Information provided:
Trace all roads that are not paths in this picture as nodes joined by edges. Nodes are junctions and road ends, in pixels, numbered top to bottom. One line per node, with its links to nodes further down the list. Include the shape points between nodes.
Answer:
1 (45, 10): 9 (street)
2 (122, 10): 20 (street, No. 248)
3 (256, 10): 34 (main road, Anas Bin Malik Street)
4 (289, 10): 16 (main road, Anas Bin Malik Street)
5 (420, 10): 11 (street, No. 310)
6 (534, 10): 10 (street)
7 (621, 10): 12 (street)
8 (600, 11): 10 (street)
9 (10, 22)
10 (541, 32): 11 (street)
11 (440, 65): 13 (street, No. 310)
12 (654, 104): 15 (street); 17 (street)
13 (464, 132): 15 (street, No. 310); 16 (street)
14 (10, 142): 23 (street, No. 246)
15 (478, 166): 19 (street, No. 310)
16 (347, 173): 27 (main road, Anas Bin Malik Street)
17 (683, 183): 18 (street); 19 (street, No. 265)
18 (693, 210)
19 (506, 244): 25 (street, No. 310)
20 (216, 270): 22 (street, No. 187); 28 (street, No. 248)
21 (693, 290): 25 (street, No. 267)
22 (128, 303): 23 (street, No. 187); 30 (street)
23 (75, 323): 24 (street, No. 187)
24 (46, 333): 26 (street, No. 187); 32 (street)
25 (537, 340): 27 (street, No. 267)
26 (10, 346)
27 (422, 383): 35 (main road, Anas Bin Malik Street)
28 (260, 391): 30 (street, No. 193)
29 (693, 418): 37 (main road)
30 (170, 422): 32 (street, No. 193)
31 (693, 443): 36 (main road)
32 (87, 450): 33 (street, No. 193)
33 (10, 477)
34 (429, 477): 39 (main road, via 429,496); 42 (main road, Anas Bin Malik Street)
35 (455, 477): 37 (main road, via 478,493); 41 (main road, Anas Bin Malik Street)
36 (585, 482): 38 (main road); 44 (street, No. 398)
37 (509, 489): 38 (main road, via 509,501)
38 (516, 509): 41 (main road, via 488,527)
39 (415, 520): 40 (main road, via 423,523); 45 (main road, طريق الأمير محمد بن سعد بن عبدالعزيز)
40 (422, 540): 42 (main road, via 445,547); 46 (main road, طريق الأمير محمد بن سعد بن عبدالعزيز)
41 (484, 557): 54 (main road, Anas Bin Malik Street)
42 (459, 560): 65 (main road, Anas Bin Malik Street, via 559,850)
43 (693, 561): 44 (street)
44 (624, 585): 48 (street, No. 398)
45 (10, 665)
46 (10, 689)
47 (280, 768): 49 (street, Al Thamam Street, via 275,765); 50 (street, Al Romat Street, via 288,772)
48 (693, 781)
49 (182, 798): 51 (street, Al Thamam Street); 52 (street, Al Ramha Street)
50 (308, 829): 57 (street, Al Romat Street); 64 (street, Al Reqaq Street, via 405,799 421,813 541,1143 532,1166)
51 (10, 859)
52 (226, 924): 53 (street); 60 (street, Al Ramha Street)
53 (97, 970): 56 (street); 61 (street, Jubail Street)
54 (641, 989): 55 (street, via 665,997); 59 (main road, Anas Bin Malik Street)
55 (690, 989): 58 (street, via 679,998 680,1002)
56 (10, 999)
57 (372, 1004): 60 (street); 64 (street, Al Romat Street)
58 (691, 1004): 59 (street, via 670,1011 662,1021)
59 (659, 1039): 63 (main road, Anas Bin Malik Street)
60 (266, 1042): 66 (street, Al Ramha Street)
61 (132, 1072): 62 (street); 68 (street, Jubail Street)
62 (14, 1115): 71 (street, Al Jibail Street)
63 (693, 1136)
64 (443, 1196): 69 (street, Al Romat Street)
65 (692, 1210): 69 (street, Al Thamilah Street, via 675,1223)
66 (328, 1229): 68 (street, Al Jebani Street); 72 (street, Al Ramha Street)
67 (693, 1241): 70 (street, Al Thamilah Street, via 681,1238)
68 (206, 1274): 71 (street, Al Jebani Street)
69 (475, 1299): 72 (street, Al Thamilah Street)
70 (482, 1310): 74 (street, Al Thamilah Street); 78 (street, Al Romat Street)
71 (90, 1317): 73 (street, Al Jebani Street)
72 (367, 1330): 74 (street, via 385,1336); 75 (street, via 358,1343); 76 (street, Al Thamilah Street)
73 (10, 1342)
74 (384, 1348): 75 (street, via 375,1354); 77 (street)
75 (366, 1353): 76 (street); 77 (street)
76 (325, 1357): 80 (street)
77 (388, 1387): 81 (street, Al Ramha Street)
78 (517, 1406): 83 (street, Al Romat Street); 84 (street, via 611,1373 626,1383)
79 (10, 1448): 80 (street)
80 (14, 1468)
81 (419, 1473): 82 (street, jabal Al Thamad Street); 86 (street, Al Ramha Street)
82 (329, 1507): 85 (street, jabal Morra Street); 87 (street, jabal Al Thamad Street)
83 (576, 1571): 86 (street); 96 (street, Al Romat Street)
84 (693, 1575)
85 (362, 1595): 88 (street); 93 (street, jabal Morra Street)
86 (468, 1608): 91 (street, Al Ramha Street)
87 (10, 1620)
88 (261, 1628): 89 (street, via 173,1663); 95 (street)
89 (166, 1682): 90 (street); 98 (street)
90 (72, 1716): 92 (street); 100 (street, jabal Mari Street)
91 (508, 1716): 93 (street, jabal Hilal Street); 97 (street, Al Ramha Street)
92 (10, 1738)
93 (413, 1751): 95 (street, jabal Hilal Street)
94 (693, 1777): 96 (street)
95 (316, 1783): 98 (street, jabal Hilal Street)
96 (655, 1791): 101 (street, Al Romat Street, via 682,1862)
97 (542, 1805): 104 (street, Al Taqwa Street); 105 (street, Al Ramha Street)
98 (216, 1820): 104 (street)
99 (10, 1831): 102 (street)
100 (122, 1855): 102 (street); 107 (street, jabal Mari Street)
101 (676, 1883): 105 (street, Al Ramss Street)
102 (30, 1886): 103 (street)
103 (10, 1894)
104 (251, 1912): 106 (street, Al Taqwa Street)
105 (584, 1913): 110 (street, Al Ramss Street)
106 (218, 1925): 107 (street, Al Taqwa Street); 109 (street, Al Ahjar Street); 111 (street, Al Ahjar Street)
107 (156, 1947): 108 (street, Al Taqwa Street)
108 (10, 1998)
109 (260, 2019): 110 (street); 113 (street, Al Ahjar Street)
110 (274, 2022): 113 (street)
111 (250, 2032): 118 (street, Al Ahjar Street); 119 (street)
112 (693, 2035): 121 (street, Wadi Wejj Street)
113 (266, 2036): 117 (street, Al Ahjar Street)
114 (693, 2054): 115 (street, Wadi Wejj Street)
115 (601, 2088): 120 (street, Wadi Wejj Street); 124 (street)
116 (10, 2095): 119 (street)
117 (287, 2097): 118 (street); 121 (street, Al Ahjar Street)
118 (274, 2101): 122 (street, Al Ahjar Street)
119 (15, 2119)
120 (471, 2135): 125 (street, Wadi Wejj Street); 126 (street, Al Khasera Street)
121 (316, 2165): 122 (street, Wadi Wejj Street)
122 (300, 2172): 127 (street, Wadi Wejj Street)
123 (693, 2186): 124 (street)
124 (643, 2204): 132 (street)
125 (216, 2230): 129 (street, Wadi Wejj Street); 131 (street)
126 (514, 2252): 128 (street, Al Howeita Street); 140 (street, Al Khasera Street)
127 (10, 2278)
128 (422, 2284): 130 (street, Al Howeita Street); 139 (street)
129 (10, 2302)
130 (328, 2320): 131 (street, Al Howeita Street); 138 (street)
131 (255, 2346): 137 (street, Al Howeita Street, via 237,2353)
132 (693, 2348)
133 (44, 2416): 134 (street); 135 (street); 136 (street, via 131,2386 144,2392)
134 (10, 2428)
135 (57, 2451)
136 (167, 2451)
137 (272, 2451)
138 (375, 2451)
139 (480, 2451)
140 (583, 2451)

What to work on:
Copy out, from the data above, each line where the string "Wejj" is present.

Response box:
112 (693, 2035): 121 (street, Wadi Wejj Street)
114 (693, 2054): 115 (street, Wadi Wejj Street)
115 (601, 2088): 120 (street, Wadi Wejj Street); 124 (street)
120 (471, 2135): 125 (street, Wadi Wejj Street); 126 (street, Al Khasera Street)
121 (316, 2165): 122 (street, Wadi Wejj Street)
122 (300, 2172): 127 (street, Wadi Wejj Street)
125 (216, 2230): 129 (street, Wadi Wejj Street); 131 (street)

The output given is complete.